Oud learning diary XIII

24/01/2016 § Leave a comment

The lesson yesterday with Ehsan concentrated mostly on the Farafaza samai. As usual I seem to be having problems with getting the rhythm correct in some parts and this is something I should really concentrate more on improving. One of the most interesting parts of the lesson was the fact that I have been fingering the fourth hana of the piece incorrectly, playing it higher up the neck than necessary. Ehsan said that I should concentrate on playing it lower down round the centre of the fingerboard, which I find easier. He seemed to be quite pleased with my progress with the piece overall.

With regard to the tradition, I asked him why we were concentrating on samais. He said that there were many different types of pieces [longa, sirto etc] but that samai was the most commonly recognisable and it had the most variety in technique, presumably with regard to the fact that it changes time signature and maqam throughout, mostly normally – it may be worth reading up on some supporting literature of the samai.

He also stressed the importance of Haydar on the tradition, just with regard to how he advanced the discipline and that before he came along ‘Arabic people were asleep’, doing things with the oud which were beforehand unthinkable. It’s clear to me that I should concentrate on a Haydar piece if I am going to examine a samai, and preferably one which I should play in performance.

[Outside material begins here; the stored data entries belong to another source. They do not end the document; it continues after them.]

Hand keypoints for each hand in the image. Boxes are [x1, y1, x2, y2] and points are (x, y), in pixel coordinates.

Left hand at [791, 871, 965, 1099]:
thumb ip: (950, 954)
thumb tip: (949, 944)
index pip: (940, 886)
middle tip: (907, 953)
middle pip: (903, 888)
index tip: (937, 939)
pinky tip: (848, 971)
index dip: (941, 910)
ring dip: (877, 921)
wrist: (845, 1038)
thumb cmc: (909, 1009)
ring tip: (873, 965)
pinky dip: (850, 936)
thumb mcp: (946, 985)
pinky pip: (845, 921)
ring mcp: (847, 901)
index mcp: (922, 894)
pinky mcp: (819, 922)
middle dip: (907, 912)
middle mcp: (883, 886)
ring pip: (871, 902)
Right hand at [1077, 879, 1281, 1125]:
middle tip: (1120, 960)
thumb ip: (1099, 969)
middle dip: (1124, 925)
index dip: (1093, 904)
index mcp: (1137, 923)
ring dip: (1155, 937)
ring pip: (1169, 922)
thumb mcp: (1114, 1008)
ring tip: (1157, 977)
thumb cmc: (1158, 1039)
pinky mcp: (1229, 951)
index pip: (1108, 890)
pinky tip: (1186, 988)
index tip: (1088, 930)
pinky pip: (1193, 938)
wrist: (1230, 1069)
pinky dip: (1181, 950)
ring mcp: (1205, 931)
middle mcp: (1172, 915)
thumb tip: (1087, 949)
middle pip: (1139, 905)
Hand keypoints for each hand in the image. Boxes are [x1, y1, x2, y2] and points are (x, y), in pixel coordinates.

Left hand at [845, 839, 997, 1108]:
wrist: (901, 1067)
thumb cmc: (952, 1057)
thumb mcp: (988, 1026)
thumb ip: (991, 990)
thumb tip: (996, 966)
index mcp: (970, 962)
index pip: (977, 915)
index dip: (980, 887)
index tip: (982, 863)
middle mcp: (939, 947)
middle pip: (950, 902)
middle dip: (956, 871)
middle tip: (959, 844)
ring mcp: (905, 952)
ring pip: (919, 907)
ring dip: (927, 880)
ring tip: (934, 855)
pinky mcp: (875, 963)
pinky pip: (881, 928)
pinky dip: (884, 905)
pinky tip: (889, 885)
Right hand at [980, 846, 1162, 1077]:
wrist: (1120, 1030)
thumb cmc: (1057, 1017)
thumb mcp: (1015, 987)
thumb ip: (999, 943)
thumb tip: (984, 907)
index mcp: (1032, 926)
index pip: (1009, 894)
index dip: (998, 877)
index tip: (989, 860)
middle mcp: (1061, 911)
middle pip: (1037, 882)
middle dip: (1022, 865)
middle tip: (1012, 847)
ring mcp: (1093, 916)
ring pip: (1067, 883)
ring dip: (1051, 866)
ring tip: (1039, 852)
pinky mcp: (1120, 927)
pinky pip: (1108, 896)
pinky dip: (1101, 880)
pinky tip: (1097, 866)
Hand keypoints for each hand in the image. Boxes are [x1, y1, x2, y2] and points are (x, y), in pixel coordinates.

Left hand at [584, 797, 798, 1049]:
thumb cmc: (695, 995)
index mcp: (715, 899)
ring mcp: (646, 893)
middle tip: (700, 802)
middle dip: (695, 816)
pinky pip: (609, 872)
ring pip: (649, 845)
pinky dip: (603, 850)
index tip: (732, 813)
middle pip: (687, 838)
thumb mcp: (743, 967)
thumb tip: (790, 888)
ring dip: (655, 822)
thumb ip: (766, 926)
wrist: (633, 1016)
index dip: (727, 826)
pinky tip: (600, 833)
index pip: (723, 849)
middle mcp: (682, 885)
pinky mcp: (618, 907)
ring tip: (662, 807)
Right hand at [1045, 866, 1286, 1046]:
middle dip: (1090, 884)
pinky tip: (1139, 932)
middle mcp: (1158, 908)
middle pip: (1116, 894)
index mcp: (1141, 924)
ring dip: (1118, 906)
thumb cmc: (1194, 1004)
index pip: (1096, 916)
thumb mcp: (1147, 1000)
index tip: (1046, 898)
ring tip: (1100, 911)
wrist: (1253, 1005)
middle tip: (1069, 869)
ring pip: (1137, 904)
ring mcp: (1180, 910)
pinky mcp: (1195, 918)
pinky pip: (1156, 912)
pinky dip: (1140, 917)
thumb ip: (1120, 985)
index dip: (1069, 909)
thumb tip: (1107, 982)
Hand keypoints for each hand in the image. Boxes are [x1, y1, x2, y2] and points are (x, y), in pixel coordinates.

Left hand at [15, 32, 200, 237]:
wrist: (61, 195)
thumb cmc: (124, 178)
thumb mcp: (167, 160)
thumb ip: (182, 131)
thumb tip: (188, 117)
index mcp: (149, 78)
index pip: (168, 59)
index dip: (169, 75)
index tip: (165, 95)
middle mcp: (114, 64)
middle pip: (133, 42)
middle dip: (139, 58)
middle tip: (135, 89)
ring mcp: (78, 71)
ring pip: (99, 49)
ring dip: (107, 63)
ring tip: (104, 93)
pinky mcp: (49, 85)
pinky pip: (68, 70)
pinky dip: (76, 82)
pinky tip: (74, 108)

He also provided me with a new piece to play, a Bayat Samai by Al Aryran. I am, at present, completely unfamiliar with the piece but it’s nice to have one on Bayat. From what I can tell there is no high playing on the neck, the highest note being the Fa. I am curious to see where the difficulties will lie in the piece, I presume they will be rhythmic. Ehsan told me to copy the piece and hand him back the sheet music in a fortnight. I am unclear whether he was referring to photocopying though ideally I should copy it out. The piece is about fourteen staves so it would only take about one stave a day to do.

 

Ehsan also empahsised the importance of getting acquainted with intervallic structure and that these were the key to transposition. I should get to know the intervallic structures of all the major maqams – which was something I used to know well and I need to get back to. Particularly rast, nahawand, hijaz, saba, segah, bayat, kurd and possibly huzzam.